Binary-Weighted Synaptic Circuit for Neuromorphic Learning System Using Stochastic Memristor SPICE Model

Abstract

The memristive device is a nanoscale nonlinear passive two-terminal fourth fundamental circuit element in addition to the three previously known passive fundamental circuit elements namely resistor, capacitor, and inductor. However aside from its non-volatile memory nature, this memristor resistance/ memristance controlled in the circuit operation by the amount of charge applied between its terminals. The memristor device SPICE modeling is significant for memristive circuit and neuromorphic system design. Nowadays probabilistic switching behavior observed in many fabricated memristor devices that inspired stochastic learning rule for memristor-based neuromorphic learning system application.

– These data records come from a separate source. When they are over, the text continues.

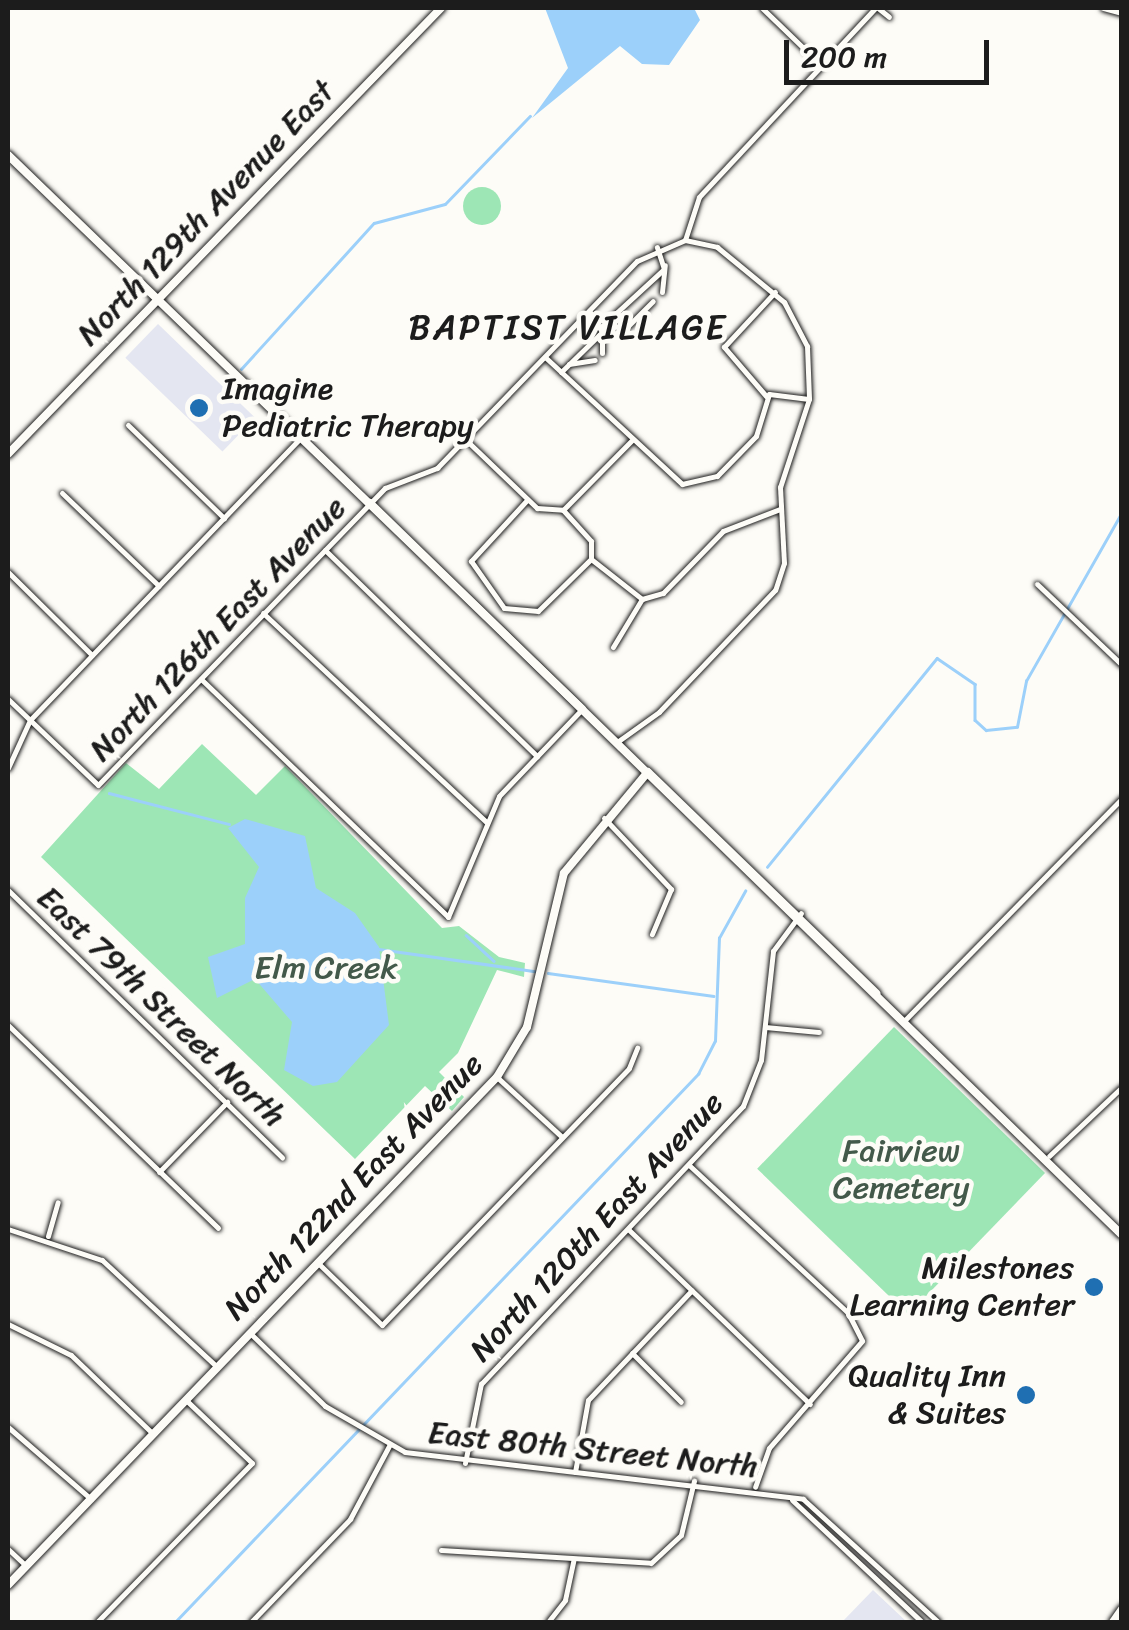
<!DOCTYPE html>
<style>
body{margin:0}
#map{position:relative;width:1129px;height:1630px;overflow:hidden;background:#fdfcf7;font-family:Sriracha,sans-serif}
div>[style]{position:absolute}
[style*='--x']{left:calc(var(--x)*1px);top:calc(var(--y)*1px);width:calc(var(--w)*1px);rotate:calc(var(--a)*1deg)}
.built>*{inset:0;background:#e4e6f1;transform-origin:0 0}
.green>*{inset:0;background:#9de6b5;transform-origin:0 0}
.round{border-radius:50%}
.water>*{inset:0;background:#9cd0fa}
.stream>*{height:2.5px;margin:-1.25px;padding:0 1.25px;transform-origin:1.25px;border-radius:1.25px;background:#9cd0fa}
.roads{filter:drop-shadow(0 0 2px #1c1c1c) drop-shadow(0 0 2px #1c1c1c)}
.street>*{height:5px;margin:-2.5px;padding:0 2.5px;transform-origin:2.5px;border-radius:2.5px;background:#fdfcf7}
.secondary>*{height:8px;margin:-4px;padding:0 4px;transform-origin:4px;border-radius:4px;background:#fdfcf7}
.dots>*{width:28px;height:28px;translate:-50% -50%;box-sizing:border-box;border:5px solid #fdfcf7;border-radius:50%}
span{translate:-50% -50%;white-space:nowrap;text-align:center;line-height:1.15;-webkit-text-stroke:9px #fdfcf7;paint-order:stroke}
.street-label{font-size:32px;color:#1c1c1c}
.poi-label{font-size:32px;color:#1c1c1c}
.left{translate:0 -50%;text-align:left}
.right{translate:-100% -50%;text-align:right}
.park-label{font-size:32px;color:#43594a}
.neighbourhood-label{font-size:35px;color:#1c1c1c;letter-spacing:2.5px}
.frame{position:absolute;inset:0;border:10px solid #1c1c1c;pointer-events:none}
.scale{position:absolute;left:784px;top:40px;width:205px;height:45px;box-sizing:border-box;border:5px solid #1c1c1c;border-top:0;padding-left:12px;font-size:30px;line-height:35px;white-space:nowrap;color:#1c1c1c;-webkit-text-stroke:8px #fdfcf7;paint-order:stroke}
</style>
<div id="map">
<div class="built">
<i style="left:158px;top:324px;width:135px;height:47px;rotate:44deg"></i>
<i style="clip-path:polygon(873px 1590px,907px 1622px,842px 1622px)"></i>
</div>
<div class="green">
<i class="round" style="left:463px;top:187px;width:38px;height:38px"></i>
<i style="clip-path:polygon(202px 744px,256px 795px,285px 766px,442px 928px,459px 926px,499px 957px,525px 963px,524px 977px,497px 970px,458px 1053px,439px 1072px,464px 1097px,452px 1111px,425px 1086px,355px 1159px,41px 857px,126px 763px,159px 789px)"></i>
<i style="left:894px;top:1027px;width:210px;height:197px;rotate:44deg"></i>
</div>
<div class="water">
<i style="clip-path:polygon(545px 8px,694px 8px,700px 20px,669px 65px,642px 64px,620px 46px,532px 118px,568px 68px)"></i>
<i style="clip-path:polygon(245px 819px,305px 836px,316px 888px,355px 913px,379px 947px,389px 1025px,337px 1082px,313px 1086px,284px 1070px,292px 1022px,255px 979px,217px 998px,208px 957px,245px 944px,245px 898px,259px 867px,228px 828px)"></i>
</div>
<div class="stream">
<i style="--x:241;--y:369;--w:197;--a:-47.7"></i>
<i style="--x:374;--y:223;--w:73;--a:-15"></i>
<i style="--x:445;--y:204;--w:122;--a:-46"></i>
<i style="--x:109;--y:793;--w:124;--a:14.5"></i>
<i style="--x:767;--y:867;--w:269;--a:-50.9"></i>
<i style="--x:937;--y:658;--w:46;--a:34.4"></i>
<i style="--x:975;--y:684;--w:36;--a:90"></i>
<i style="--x:975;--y:720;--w:15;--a:42"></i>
<i style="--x:986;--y:730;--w:31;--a:-6"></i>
<i style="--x:1017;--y:727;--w:47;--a:-78.9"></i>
<i style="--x:1026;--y:681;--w:194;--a:-60.4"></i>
<i style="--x:466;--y:935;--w:38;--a:43"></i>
<i style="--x:379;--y:949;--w:157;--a:8.1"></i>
<i style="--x:548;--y:973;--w:167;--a:7.9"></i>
<i style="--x:175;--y:1622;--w:758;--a:-46.34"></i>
<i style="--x:698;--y:1074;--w:37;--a:-63"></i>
<i style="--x:715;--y:1041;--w:103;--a:-87.8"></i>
<i style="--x:719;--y:938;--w:54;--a:-61"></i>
</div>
<div class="roads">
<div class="street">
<i style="--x:762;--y:8;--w:81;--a:44"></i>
<i style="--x:878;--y:8;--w:14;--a:39"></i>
<i style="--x:1103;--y:8;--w:20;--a:15"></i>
<i style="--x:685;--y:240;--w:45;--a:-72"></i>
<i style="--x:699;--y:197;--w:258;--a:-47"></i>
<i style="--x:662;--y:292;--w:27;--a:-84"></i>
<i style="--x:605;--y:327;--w:23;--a:-2"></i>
<i style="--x:628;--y:326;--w:35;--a:-45"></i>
<i style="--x:602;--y:353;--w:27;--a:-90"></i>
<i style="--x:602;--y:326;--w:84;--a:-42.6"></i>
<i style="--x:664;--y:269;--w:23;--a:-108"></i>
<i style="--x:545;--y:357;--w:187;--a:42.8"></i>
<i style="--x:682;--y:484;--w:36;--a:-13"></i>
<i style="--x:717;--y:476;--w:56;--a:-45.7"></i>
<i style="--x:756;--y:436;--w:44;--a:-72.8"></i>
<i style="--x:769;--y:394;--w:40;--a:7.1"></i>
<i style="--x:569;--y:364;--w:26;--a:-9"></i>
<i style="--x:561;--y:372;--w:57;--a:-44.3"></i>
<i style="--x:602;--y:332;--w:23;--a:-121"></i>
<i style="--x:766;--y:396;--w:65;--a:-130.6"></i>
<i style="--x:724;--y:347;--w:75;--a:-47.2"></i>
<i style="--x:128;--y:425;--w:134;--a:44.1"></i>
<i style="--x:465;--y:439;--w:100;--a:43.8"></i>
<i style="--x:537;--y:508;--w:26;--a:4"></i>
<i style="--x:563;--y:510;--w:42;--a:47.9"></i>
<i style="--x:591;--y:541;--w:18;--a:90"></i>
<i style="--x:591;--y:559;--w:65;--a:38.1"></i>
<i style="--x:62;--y:493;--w:134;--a:43.8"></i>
<i style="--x:527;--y:500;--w:83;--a:132.6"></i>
<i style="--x:471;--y:561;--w:57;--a:54.9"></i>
<i style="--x:504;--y:608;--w:34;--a:5"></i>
<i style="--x:538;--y:611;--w:74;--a:-44.5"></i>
<i style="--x:563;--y:510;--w:98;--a:-45.4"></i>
<i style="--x:325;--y:550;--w:296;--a:44.2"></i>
<i style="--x:8;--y:572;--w:118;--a:44.7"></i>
<i style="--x:1037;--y:584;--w:117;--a:43.6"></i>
<i style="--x:263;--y:613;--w:306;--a:43.1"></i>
<i style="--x:613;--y:647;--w:56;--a:-58.9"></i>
<i style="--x:642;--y:599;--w:22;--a:-16"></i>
<i style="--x:663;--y:593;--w:86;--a:-45.9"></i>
<i style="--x:723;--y:531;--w:61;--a:-21.1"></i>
<i style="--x:201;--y:679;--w:343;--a:43.9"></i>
<i style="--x:448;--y:917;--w:131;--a:-67.1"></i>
<i style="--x:499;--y:796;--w:120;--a:-46.3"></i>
<i style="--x:8;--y:699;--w:124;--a:43.7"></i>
<i style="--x:98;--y:785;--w:413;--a:-46"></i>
<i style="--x:385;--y:488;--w:56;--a:-21"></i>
<i style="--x:437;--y:468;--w:288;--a:-46"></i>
<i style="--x:637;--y:261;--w:52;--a:-23.6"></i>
<i style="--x:685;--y:240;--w:33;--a:12"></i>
<i style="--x:717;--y:247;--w:87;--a:39.4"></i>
<i style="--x:784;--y:302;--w:50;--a:62.4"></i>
<i style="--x:807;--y:346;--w:53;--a:87.8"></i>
<i style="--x:809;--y:399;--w:93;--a:108.2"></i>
<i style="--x:780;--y:487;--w:76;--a:87"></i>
<i style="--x:784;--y:563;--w:28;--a:108"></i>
<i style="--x:775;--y:590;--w:168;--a:133.6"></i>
<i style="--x:659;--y:712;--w:52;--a:144.5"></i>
<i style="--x:8;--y:768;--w:53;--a:-65.4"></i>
<i style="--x:30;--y:720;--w:392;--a:-46.2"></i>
<i style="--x:604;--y:818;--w:98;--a:46.7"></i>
<i style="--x:671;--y:889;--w:49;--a:112.9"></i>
<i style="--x:8;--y:890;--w:383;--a:44.3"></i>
<i style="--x:904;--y:1021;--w:312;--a:-45.6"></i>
<i style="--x:8;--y:1025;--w:292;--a:44"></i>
<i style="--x:765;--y:1027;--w:54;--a:5.3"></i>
<i style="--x:498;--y:1078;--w:87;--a:42.7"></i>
<i style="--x:1049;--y:1156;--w:100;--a:-43.4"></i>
<i style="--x:690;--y:1166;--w:216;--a:42.9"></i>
<i style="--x:848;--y:1313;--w:31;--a:63"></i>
<i style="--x:862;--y:1341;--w:142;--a:131"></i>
<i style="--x:769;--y:1448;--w:41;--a:109.7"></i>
<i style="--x:159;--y:1172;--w:98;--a:-45.8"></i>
<i style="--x:8;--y:1229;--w:99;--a:18.3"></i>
<i style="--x:102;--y:1260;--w:157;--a:42.9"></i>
<i style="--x:629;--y:1230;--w:251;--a:43.9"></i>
<i style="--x:48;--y:1236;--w:35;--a:-74"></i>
<i style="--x:318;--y:1263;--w:89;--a:44.1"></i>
<i style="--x:382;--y:1325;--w:356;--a:-46.1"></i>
<i style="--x:629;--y:1068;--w:22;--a:-68"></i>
<i style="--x:8;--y:1324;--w:70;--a:26.2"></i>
<i style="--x:71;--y:1355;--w:114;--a:43.9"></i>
<i style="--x:251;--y:1334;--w:103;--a:44.2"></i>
<i style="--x:325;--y:1406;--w:92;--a:29.9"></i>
<i style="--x:405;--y:1452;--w:401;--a:6.7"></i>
<i style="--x:803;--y:1499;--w:183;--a:42.3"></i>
<i style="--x:632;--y:1353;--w:69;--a:45"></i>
<i style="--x:8;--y:1427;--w:110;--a:40.9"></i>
<i style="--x:465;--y:1463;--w:81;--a:-78.6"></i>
<i style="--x:481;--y:1384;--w:382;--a:-46.7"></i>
<i style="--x:743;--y:1106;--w:49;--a:-68.6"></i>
<i style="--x:761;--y:1060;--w:110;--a:-83.7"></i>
<i style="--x:773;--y:951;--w:47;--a:-53.6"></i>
<i style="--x:575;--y:1472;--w:73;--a:-79.8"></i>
<i style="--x:588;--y:1400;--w:151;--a:-46.6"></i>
<i style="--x:792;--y:1500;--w:178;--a:43.2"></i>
<i style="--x:8;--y:1549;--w:25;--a:43"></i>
<i style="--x:441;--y:1550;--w:210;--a:3.5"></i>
<i style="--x:651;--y:1563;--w:41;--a:-43"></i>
<i style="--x:681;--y:1535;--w:56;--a:-76.5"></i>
<i style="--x:97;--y:1622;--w:222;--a:-45.7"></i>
<i style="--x:252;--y:1463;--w:90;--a:-136.4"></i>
<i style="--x:251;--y:1622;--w:143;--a:-46.1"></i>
<i style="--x:350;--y:1519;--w:83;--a:-61.9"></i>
<i style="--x:548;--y:1622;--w:28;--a:-52"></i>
<i style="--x:565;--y:1600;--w:40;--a:-78"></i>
</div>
<div class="secondary">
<i style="--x:8;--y:155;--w:798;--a:43.98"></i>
<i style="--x:8;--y:454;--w:622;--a:-45.85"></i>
<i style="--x:370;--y:503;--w:1049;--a:44.23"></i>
<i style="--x:648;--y:772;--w:318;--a:44.1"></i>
<i style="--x:8;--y:1585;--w:705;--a:-46.09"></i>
<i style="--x:497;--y:1077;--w:58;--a:-59"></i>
<i style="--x:527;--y:1027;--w:158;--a:-76.5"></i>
<i style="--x:564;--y:873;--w:131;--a:-50.3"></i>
<i style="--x:1113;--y:1622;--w:16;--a:-55"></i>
</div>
</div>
<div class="dots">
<i style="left:199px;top:408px;background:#1f6fb2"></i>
<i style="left:1094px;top:1287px;background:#1f6fb2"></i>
<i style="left:1026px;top:1395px;background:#1f6fb2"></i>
</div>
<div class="street-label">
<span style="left:206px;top:213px;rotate:-46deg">North 129th Avenue East</span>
<span style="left:218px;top:629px;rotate:-46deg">North 126th East Avenue</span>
<span style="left:161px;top:1007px;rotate:44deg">East 79th Street North</span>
<span style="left:354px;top:1187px;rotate:-46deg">North 122nd East Avenue</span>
<span style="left:597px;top:1227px;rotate:-47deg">North 120th East Avenue</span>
<span style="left:593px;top:1450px;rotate:6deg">East 80th Street North</span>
</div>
<div class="poi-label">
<span class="left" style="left:222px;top:408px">Imagine<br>Pediatric Therapy</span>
<span class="right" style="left:1074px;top:1287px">Milestones<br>Learning Center</span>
<span class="right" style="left:1006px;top:1395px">Quality Inn<br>&amp; Suites</span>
</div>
<div class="park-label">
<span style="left:326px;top:968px">Elm Creek</span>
<span style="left:901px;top:1170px">Fairview<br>Cemetery</span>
</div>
<div class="neighbourhood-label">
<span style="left:568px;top:327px">BAPTIST VILLAGE</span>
</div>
<div class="frame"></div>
<div class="scale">200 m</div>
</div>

In this paper, a stochastic metastable switch memristor model (MSSs) is used for binary-weighted memristor-based artificial synapse circuitry presentation. Using this MSSs memristor SPICE model a binary-weighted memristor-based artificial synapse circuit presented. The presented circuit shows a binary response to the signal given to the memristor implemented in the binary synaptic circuit using a stochastic memristor device model. The authors left the implementation of the proposed binary synaptic circuit in a memristor-based artificial neural network that functions through the clipped perceptron (CP) learning algorithm as future work.